Start of Block
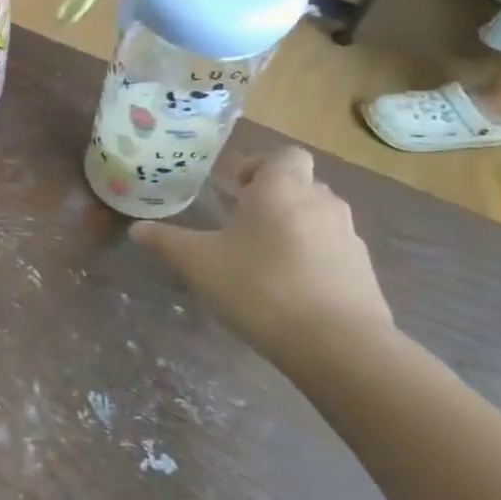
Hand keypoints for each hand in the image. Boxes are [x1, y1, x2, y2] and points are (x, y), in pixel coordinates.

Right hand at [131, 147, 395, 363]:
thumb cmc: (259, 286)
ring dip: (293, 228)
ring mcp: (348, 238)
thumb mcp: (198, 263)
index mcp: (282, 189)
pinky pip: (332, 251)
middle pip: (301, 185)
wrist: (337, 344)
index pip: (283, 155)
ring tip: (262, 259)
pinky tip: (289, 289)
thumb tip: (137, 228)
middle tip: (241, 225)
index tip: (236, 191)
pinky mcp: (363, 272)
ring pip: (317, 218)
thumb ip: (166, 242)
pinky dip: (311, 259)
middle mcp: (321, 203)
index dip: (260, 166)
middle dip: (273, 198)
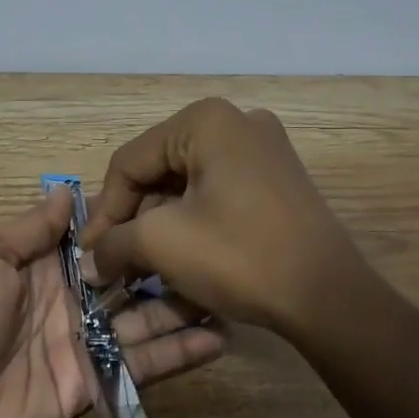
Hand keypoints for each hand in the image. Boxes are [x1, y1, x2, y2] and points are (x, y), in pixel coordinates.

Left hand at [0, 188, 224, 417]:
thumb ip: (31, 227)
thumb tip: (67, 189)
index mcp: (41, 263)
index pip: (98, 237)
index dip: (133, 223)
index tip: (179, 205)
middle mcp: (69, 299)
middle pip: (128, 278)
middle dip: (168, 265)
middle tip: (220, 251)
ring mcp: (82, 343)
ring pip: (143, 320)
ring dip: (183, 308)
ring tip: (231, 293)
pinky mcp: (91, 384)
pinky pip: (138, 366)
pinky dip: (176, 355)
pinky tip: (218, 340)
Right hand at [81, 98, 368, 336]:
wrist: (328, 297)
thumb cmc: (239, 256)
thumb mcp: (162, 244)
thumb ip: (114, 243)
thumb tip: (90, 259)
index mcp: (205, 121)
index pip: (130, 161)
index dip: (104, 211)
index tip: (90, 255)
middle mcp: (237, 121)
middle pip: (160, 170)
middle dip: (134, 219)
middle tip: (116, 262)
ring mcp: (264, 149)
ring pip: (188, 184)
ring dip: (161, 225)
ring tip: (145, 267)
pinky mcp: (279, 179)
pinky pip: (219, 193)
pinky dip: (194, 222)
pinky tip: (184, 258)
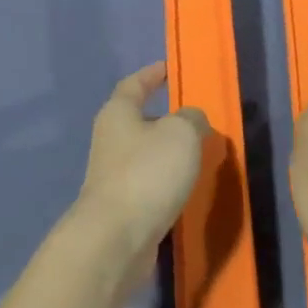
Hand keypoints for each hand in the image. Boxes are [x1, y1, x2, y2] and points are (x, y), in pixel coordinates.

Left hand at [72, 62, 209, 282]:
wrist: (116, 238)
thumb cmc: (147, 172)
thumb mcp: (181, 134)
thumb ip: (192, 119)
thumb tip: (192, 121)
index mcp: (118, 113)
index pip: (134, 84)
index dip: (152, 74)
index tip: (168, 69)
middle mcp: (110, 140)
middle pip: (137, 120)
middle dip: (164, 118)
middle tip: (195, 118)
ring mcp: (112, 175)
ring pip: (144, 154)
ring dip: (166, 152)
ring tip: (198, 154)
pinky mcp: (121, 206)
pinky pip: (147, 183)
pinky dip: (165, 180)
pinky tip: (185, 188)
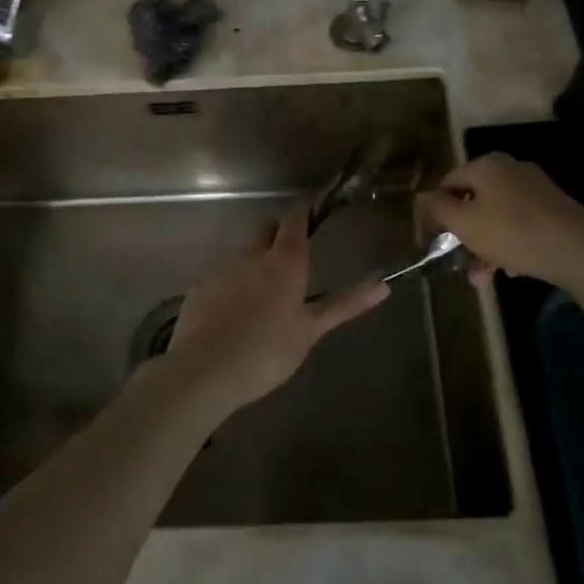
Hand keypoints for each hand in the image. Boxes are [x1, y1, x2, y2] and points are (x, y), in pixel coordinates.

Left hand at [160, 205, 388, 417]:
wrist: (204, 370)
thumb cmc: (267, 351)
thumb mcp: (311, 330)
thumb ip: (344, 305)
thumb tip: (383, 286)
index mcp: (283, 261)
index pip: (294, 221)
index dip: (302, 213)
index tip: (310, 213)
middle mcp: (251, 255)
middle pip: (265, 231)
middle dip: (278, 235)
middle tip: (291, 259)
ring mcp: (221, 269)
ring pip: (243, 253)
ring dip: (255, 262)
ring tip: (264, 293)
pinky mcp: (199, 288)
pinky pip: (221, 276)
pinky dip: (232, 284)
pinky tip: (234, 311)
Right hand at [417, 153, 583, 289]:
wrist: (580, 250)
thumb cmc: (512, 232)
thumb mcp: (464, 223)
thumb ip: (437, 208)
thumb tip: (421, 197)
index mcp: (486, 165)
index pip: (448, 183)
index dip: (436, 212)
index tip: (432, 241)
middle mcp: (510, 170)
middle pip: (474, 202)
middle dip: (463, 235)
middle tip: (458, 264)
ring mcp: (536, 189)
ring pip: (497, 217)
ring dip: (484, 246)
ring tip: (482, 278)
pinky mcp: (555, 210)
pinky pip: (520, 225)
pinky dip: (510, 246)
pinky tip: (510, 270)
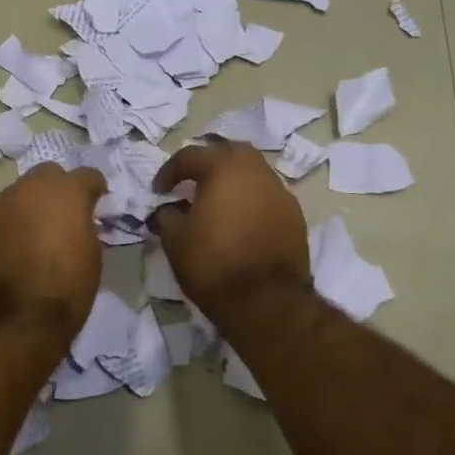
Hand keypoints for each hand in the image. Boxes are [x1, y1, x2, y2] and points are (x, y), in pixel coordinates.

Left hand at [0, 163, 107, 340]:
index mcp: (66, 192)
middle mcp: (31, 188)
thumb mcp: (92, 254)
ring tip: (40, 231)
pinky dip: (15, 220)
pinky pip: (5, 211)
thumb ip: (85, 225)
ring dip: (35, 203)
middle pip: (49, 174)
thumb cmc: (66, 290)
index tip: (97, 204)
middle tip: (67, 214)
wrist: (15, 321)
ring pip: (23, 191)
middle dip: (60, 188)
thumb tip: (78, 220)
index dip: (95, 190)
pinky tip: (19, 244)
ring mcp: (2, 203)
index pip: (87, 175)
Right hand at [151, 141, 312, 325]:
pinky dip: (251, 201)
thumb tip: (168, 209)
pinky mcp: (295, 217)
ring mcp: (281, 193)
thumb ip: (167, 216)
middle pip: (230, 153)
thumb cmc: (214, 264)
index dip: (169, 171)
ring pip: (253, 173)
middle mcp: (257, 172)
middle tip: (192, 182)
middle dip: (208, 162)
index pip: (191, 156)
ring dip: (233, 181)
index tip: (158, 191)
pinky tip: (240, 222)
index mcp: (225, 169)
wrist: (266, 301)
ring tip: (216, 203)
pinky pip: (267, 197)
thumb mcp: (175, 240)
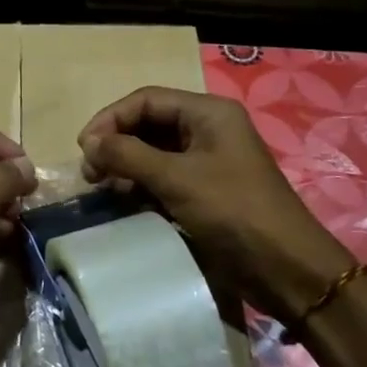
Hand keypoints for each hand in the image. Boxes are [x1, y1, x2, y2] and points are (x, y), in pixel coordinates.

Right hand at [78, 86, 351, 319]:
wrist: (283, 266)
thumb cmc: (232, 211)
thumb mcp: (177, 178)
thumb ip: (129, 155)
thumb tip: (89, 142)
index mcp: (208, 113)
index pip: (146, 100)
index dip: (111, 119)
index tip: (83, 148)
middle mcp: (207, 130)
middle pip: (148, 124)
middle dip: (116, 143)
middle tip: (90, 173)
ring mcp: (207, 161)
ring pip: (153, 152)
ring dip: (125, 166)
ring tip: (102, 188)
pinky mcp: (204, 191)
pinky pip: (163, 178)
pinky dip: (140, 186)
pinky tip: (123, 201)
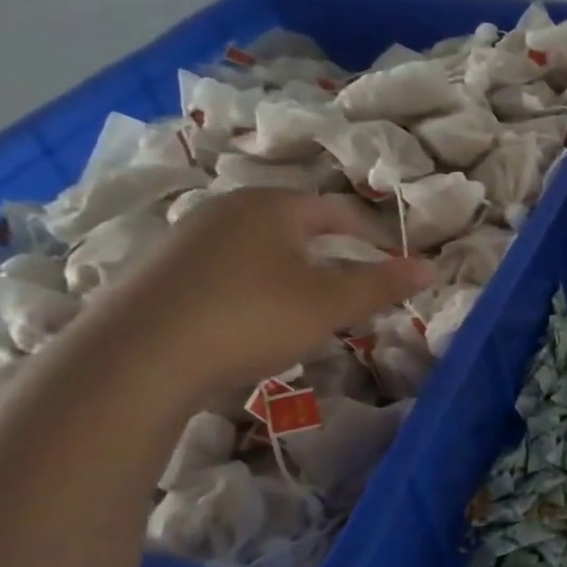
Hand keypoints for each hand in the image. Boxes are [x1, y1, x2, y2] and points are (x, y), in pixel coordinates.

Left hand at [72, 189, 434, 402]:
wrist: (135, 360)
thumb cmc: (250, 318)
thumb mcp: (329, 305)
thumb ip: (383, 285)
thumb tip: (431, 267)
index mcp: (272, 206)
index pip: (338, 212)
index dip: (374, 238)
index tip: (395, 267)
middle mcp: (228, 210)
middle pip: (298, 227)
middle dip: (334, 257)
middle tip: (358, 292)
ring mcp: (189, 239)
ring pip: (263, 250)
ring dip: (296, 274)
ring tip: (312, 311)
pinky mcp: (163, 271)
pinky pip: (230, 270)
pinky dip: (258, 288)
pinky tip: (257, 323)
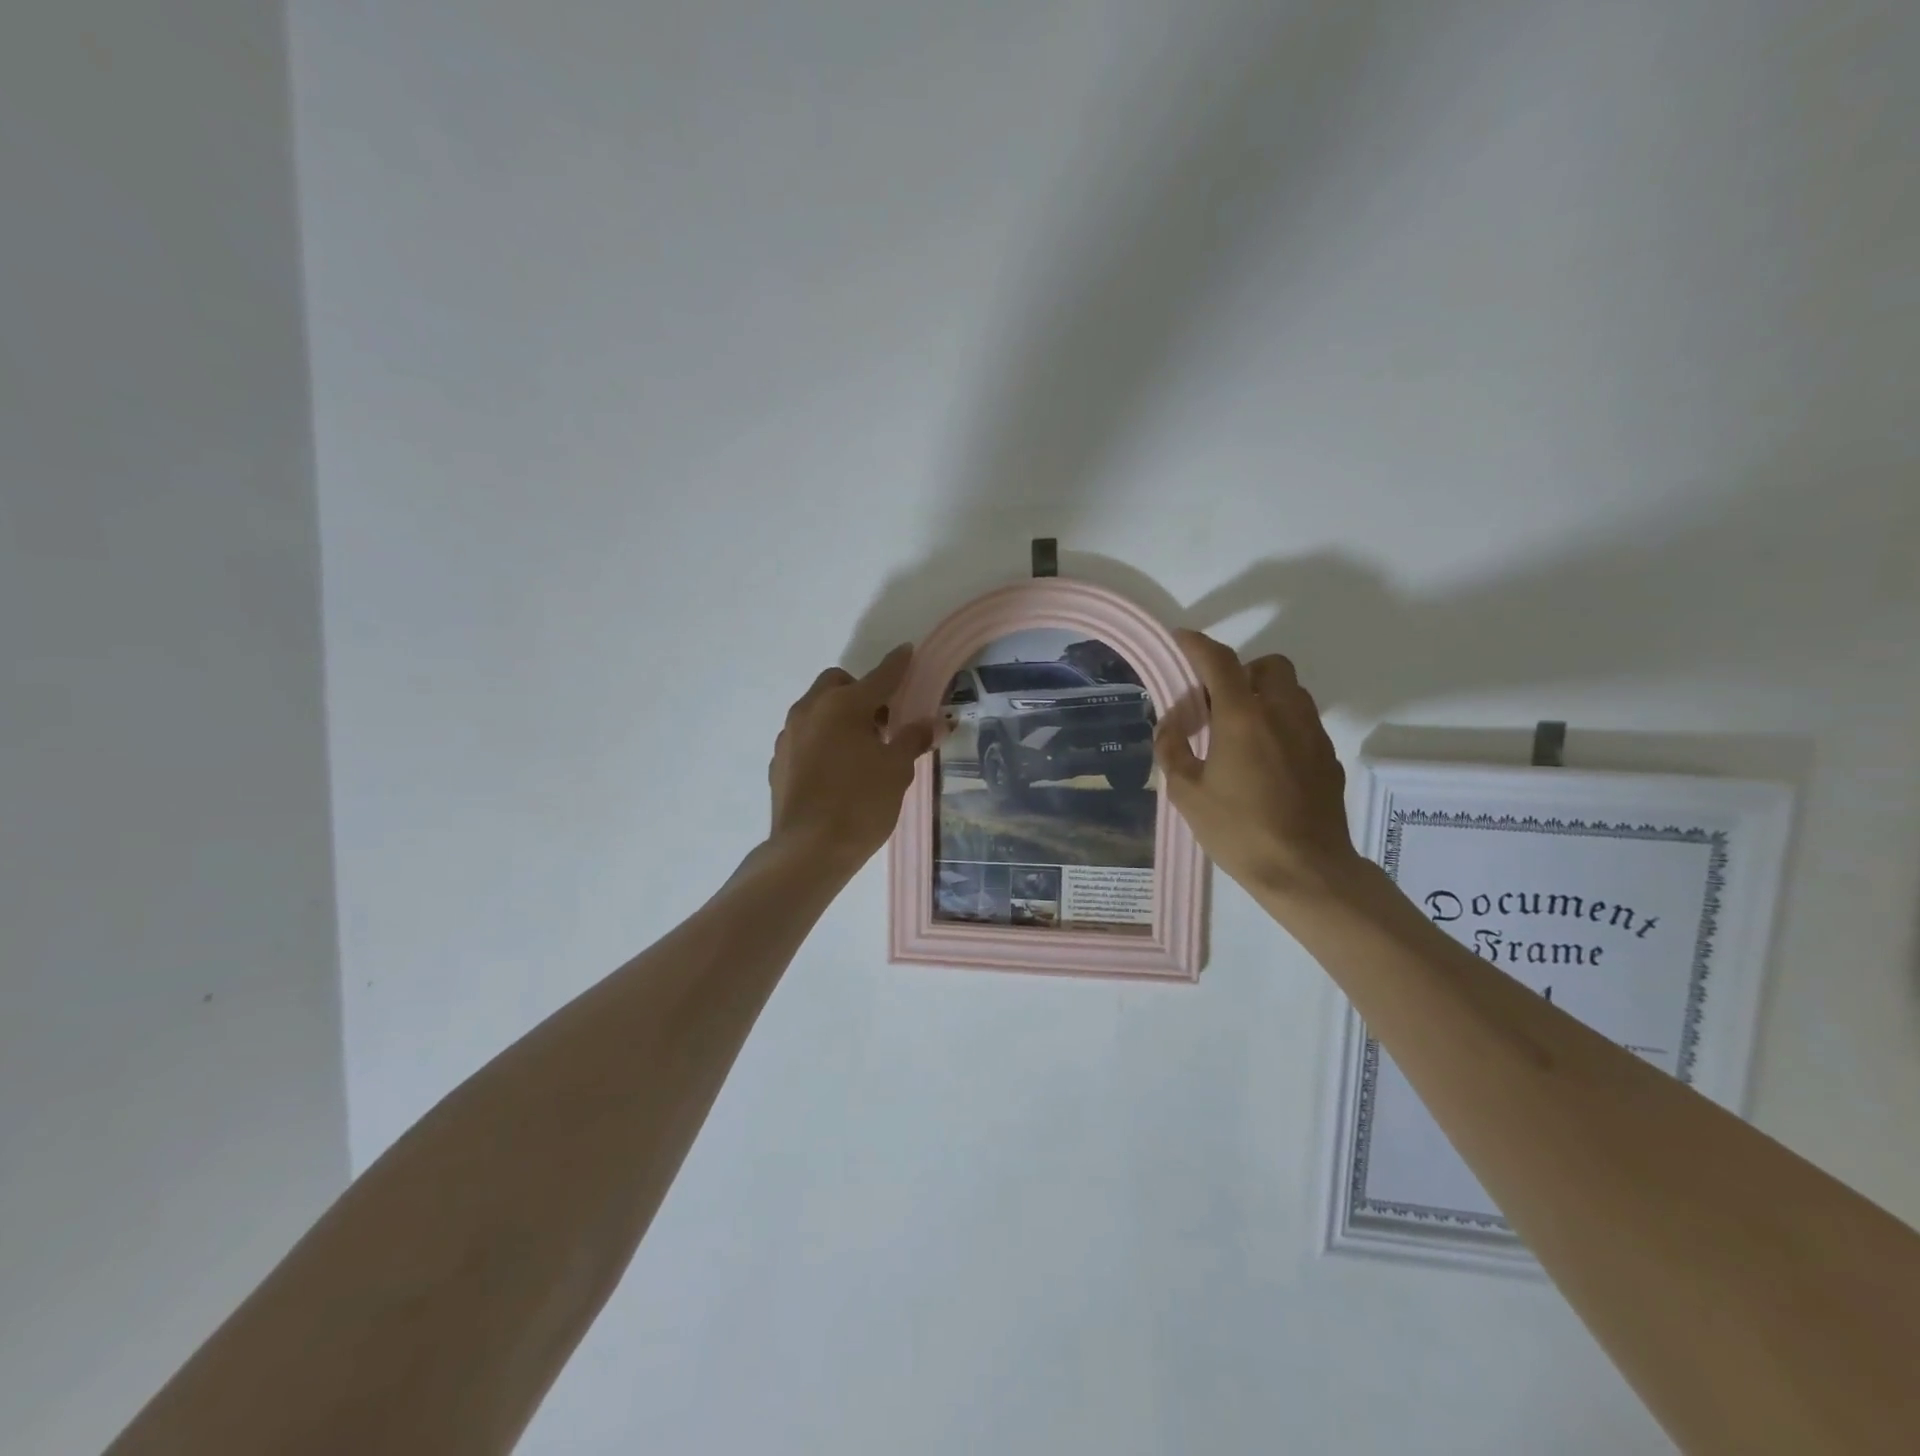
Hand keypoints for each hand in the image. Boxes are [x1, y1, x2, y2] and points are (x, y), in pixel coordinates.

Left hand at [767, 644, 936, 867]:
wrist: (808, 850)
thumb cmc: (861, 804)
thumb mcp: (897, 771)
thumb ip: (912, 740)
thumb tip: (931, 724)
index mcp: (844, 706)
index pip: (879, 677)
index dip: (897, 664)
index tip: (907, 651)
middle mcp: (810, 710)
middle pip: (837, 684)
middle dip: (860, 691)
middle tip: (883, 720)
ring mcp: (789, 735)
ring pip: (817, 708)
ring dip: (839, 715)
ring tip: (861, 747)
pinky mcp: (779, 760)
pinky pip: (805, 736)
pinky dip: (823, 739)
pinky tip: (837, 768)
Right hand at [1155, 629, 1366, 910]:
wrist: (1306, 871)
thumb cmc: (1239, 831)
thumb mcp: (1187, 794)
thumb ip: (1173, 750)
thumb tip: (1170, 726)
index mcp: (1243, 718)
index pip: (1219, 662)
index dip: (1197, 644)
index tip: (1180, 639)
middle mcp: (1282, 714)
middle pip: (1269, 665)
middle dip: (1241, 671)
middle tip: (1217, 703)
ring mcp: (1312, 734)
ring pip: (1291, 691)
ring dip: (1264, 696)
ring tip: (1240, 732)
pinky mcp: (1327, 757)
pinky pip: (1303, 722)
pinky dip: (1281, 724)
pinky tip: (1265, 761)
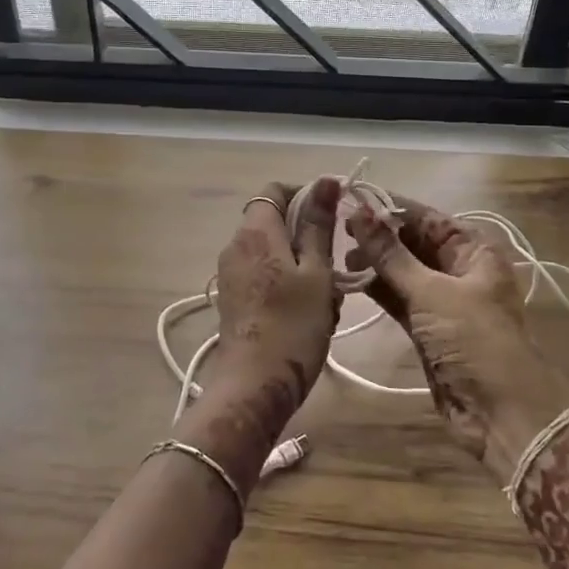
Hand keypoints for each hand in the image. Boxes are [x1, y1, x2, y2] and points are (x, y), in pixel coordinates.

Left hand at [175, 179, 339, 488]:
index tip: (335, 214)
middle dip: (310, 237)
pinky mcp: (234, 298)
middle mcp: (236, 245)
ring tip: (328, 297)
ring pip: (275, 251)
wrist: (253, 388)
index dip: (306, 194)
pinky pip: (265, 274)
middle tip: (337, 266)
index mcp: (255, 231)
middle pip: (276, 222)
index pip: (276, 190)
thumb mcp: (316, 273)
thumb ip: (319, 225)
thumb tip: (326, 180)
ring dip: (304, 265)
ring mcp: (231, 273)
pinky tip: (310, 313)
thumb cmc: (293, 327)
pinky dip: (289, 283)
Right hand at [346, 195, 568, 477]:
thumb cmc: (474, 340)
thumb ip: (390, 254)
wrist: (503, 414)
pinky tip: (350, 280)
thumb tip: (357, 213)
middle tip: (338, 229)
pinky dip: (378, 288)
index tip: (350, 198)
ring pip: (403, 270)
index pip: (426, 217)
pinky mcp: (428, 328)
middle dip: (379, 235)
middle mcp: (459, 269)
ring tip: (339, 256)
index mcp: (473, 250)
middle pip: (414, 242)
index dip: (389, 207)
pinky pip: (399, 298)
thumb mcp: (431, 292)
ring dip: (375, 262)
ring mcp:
End of Block
**What to do**
Go through the listing above and write out exactly the lines starting with the one holding "middle mcp: (251, 255)" and running through the one holding "middle mcp: (510, 170)", ends included, and no others.

**Result**
middle mcp: (251, 255)
middle pip: (265, 231)
middle dip: (278, 235)
middle tip: (291, 259)
ring mcp: (221, 269)
ring pip: (243, 253)
ring dip: (255, 262)
ring tip: (264, 293)
pinky mcp: (199, 288)
pinky pip: (221, 276)
pinky dip: (232, 284)
pinky tip: (234, 311)
Right hand at [417, 153, 583, 289]:
wrist: (580, 250)
thumb cmc: (512, 232)
thumb mcp: (464, 223)
thumb ip: (437, 208)
thumb tip: (421, 197)
index mcp: (486, 165)
index pip: (448, 183)
index dip: (436, 212)
index tip: (432, 241)
middle mcp: (510, 170)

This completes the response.